• Source material:
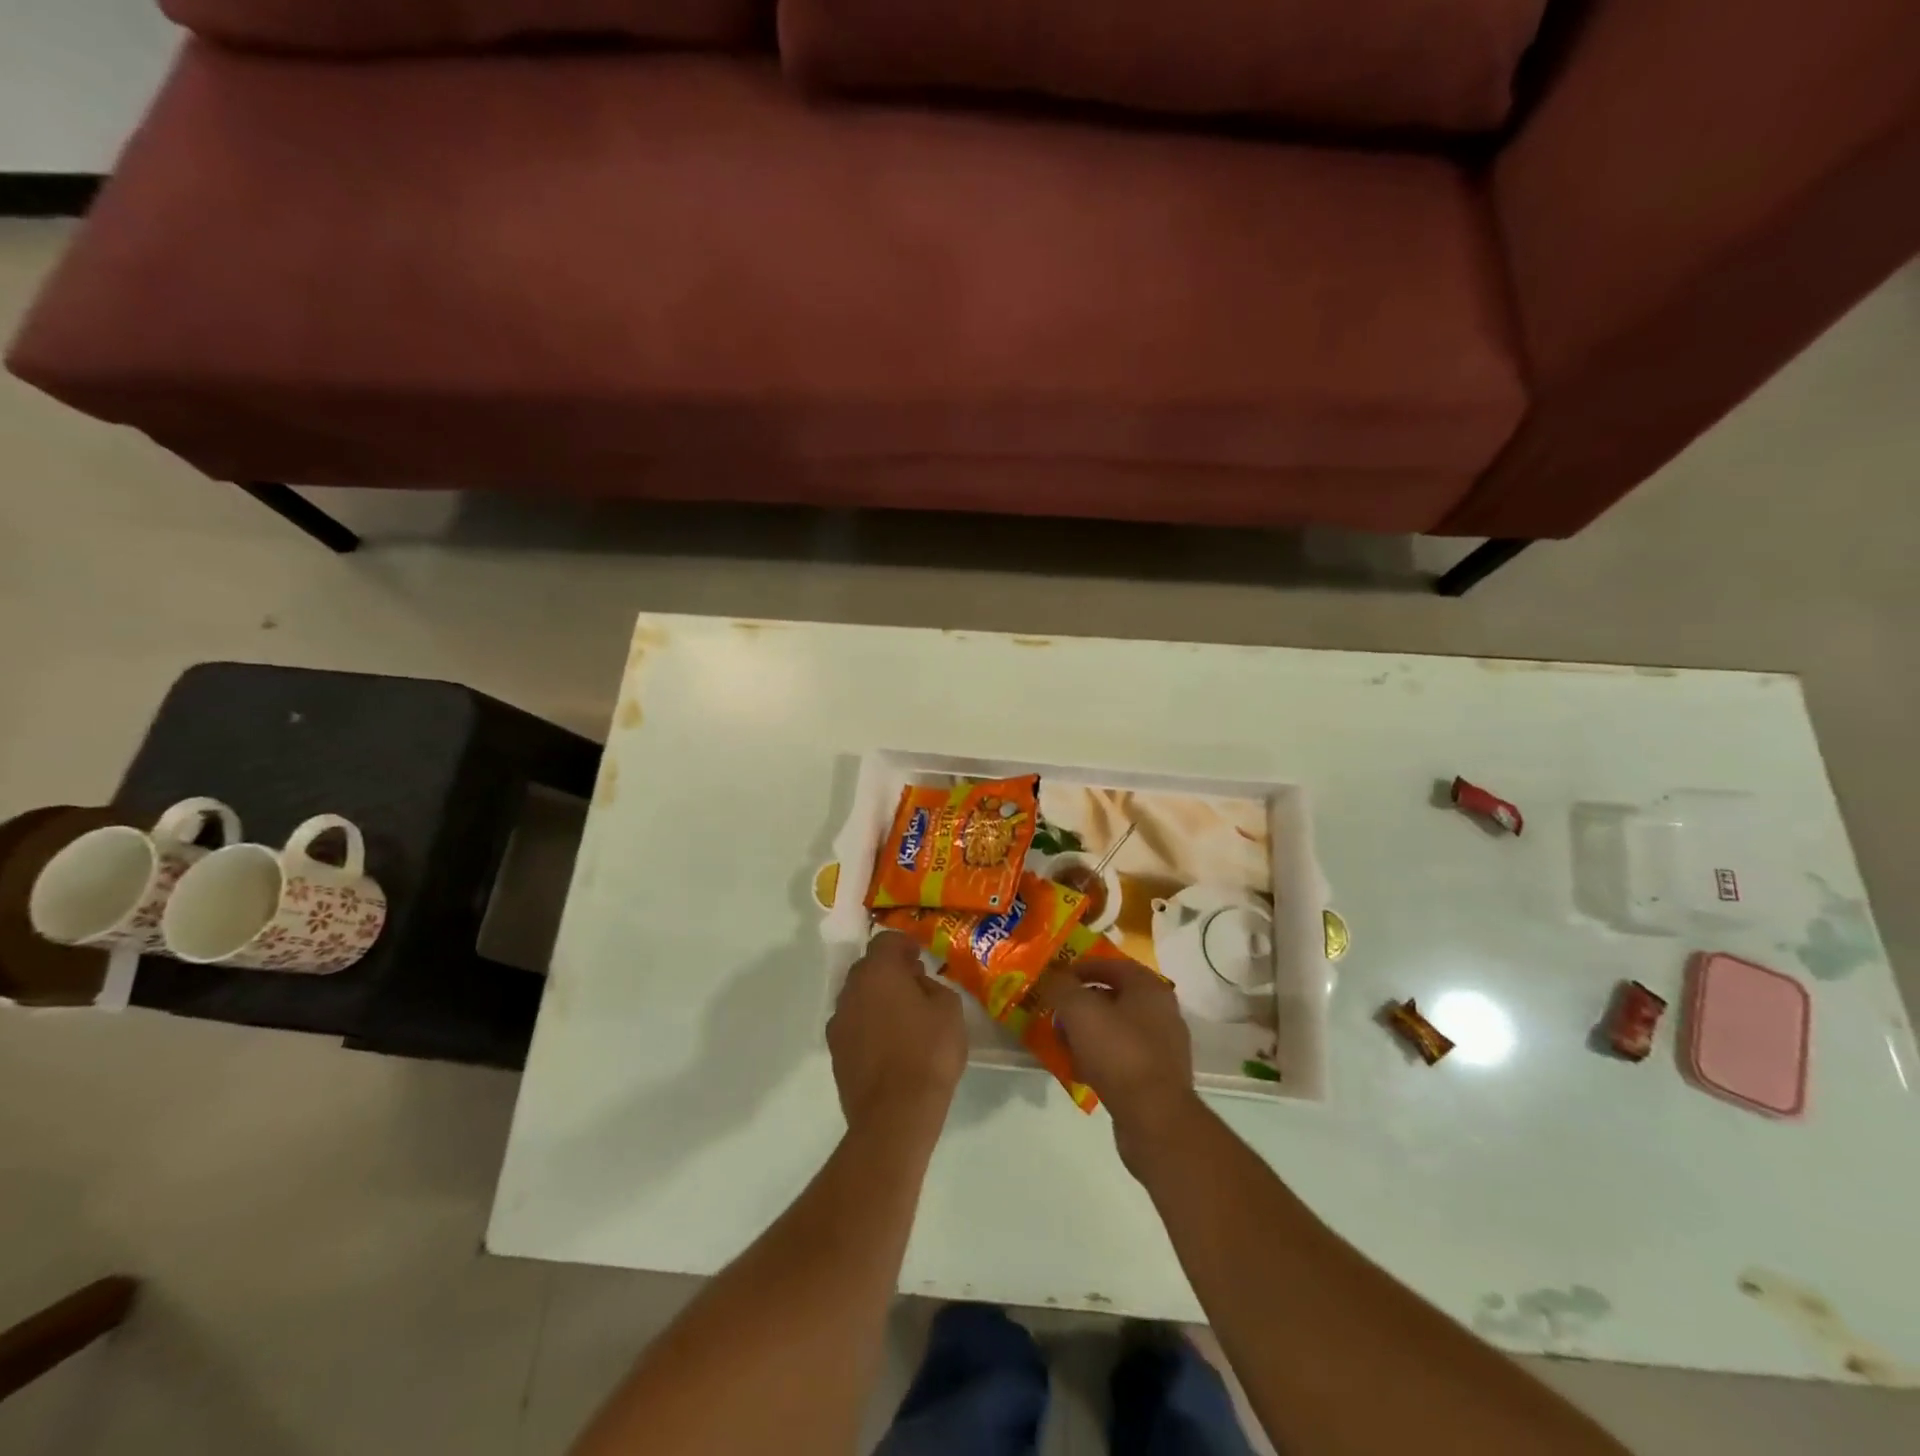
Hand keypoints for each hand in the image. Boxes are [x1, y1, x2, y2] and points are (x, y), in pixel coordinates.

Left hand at [828, 932, 966, 1138]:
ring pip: (858, 997)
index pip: (885, 941)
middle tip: (915, 985)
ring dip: (877, 999)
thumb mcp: (949, 1009)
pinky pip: (854, 1025)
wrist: (895, 1114)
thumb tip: (918, 985)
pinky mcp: (835, 1052)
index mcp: (878, 971)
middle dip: (890, 971)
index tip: (920, 958)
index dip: (904, 945)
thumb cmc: (928, 1052)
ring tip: (903, 1018)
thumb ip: (933, 986)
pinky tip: (890, 1045)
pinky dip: (869, 1026)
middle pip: (868, 968)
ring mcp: (838, 1022)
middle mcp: (851, 990)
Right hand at [1035, 958, 1203, 1174]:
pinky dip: (1100, 1058)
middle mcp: (1163, 1012)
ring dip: (1089, 1032)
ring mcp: (1163, 1047)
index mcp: (1150, 988)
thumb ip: (1062, 986)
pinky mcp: (1158, 1079)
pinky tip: (1079, 1070)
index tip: (1057, 978)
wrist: (1154, 1118)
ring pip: (1117, 1029)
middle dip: (1083, 1003)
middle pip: (1115, 997)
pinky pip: (1122, 1058)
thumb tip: (1054, 976)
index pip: (1113, 964)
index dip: (1082, 967)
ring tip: (1062, 1042)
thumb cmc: (1118, 1052)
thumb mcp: (1079, 1010)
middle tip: (1056, 1010)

• Your task: All pictures are to be skipped; the lines from the first line of the records through the line containing "pinky dip: (869, 1026)" are to be repeated exactly, both ends included.

• Task result:
Hand keypoints for each hand in the image. Boxes are [x1, y1, x2, y2] and points are (x, y), in pixel coordinates.

Left hand at [828, 932, 966, 1138]:
ring pip: (858, 997)
index pip: (885, 941)
middle tip: (915, 985)
ring dip: (877, 999)
thumb mcp: (949, 1009)
pinky pip: (854, 1025)
wrist: (895, 1114)
thumb tip: (918, 985)
pinky mcp: (835, 1052)
index mcp: (878, 971)
middle dip: (890, 971)
index tip: (920, 958)
index dip: (904, 945)
thumb cmc: (928, 1052)
ring tip: (903, 1018)
thumb ip: (933, 986)
pinky tip: (890, 1045)
pinky dip: (869, 1026)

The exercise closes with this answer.